* [BRIEF]
Every line of the data that contains the string "main" must be copied.

* [SUPPLIED ENTRIES]
Start of Block
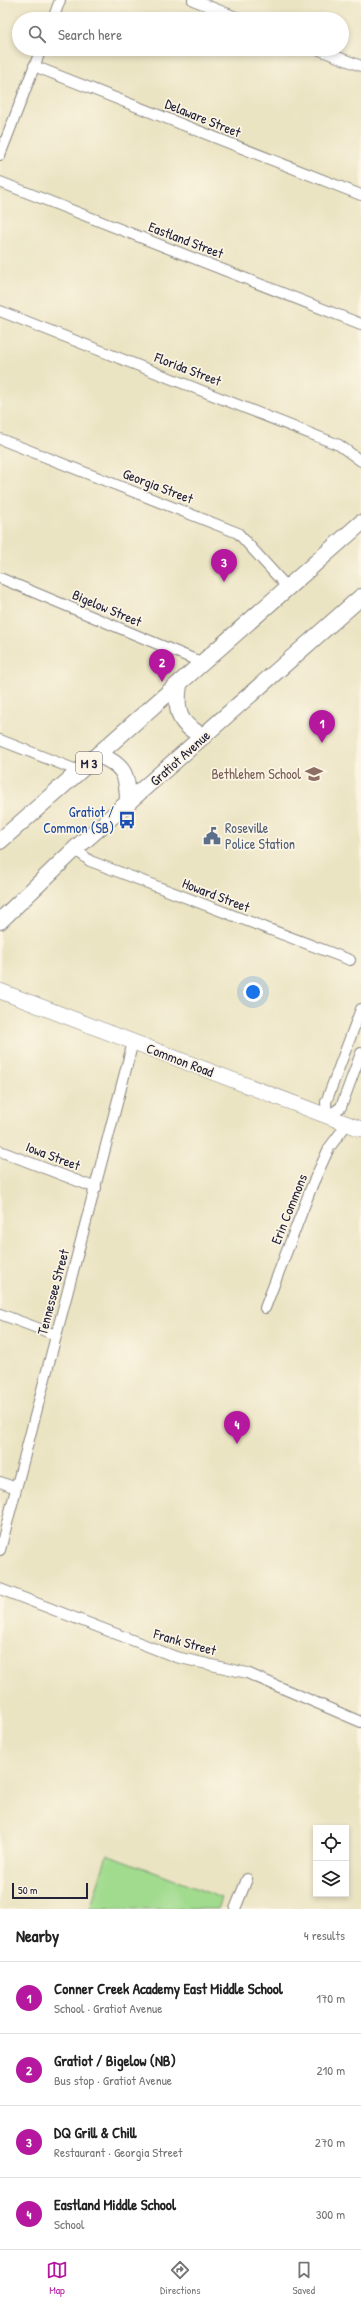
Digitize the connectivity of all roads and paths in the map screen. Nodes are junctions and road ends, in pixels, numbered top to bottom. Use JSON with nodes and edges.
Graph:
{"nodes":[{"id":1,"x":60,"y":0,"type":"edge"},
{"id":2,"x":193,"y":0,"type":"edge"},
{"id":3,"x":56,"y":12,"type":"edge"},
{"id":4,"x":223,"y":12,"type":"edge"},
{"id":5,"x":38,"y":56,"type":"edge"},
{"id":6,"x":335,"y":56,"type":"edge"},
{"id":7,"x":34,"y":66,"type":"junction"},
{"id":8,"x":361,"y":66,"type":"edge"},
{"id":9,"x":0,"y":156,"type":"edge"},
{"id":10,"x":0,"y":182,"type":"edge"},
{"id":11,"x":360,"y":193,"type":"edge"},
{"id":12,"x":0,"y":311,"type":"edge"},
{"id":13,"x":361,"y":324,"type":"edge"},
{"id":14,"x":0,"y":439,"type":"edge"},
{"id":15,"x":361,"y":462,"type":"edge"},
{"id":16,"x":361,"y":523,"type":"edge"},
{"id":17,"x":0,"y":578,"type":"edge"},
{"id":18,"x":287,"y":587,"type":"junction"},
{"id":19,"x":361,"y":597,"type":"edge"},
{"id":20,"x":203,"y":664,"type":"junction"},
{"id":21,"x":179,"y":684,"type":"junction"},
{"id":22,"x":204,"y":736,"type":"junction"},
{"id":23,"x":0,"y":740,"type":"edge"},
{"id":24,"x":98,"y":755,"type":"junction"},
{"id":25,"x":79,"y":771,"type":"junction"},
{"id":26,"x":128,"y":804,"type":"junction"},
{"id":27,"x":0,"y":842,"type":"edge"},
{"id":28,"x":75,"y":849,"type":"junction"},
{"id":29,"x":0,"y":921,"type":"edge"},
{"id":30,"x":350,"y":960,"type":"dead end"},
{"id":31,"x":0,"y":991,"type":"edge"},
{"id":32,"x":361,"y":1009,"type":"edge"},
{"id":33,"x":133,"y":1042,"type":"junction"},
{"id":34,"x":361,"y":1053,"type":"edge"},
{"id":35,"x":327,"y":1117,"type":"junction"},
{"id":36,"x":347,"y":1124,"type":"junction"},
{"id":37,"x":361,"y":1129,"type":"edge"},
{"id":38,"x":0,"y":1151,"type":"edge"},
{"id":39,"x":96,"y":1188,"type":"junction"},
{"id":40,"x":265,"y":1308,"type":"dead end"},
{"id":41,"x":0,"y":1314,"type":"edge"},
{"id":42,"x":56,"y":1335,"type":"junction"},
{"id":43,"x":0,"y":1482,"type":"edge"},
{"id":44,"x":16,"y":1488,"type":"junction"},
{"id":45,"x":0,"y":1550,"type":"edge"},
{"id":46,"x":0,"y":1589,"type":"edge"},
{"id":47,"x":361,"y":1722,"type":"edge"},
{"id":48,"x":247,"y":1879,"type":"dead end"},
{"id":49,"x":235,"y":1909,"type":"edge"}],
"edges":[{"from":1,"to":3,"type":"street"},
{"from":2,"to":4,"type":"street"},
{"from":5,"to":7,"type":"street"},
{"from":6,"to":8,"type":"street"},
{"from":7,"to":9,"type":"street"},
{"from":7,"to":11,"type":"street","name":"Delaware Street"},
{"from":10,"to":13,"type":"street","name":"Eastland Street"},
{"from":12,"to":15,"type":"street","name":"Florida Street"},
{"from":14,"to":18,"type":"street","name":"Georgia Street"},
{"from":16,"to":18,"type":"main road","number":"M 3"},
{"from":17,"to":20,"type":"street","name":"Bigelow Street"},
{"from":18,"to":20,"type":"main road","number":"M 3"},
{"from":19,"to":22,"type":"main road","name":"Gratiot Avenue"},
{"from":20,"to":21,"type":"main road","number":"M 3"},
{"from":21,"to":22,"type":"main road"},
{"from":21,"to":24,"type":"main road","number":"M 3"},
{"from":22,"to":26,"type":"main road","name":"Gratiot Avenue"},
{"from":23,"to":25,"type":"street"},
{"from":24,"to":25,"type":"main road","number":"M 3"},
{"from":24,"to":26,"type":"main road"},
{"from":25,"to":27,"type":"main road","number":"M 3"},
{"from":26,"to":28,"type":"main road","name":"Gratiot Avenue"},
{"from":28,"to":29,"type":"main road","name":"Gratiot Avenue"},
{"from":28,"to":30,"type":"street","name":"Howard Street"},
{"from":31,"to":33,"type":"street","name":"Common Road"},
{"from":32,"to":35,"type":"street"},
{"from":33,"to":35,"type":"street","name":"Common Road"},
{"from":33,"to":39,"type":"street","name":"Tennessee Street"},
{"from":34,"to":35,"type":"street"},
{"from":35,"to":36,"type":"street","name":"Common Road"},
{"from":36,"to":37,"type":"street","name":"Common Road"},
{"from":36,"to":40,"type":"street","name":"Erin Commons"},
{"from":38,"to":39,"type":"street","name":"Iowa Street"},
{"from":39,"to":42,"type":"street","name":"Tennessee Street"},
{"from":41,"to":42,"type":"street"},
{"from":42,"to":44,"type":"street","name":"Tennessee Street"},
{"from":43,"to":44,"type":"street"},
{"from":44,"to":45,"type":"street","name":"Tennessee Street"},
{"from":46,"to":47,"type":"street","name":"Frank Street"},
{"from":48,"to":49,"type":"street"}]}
End of Block
* [ANSWER FOR THIS EXERCISE]
{"from":16,"to":18,"type":"main road","number":"M 3"},
{"from":18,"to":20,"type":"main road","number":"M 3"},
{"from":19,"to":22,"type":"main road","name":"Gratiot Avenue"},
{"from":20,"to":21,"type":"main road","number":"M 3"},
{"from":21,"to":22,"type":"main road"},
{"from":21,"to":24,"type":"main road","number":"M 3"},
{"from":22,"to":26,"type":"main road","name":"Gratiot Avenue"},
{"from":24,"to":25,"type":"main road","number":"M 3"},
{"from":24,"to":26,"type":"main road"},
{"from":25,"to":27,"type":"main road","number":"M 3"},
{"from":26,"to":28,"type":"main road","name":"Gratiot Avenue"},
{"from":28,"to":29,"type":"main road","name":"Gratiot Avenue"},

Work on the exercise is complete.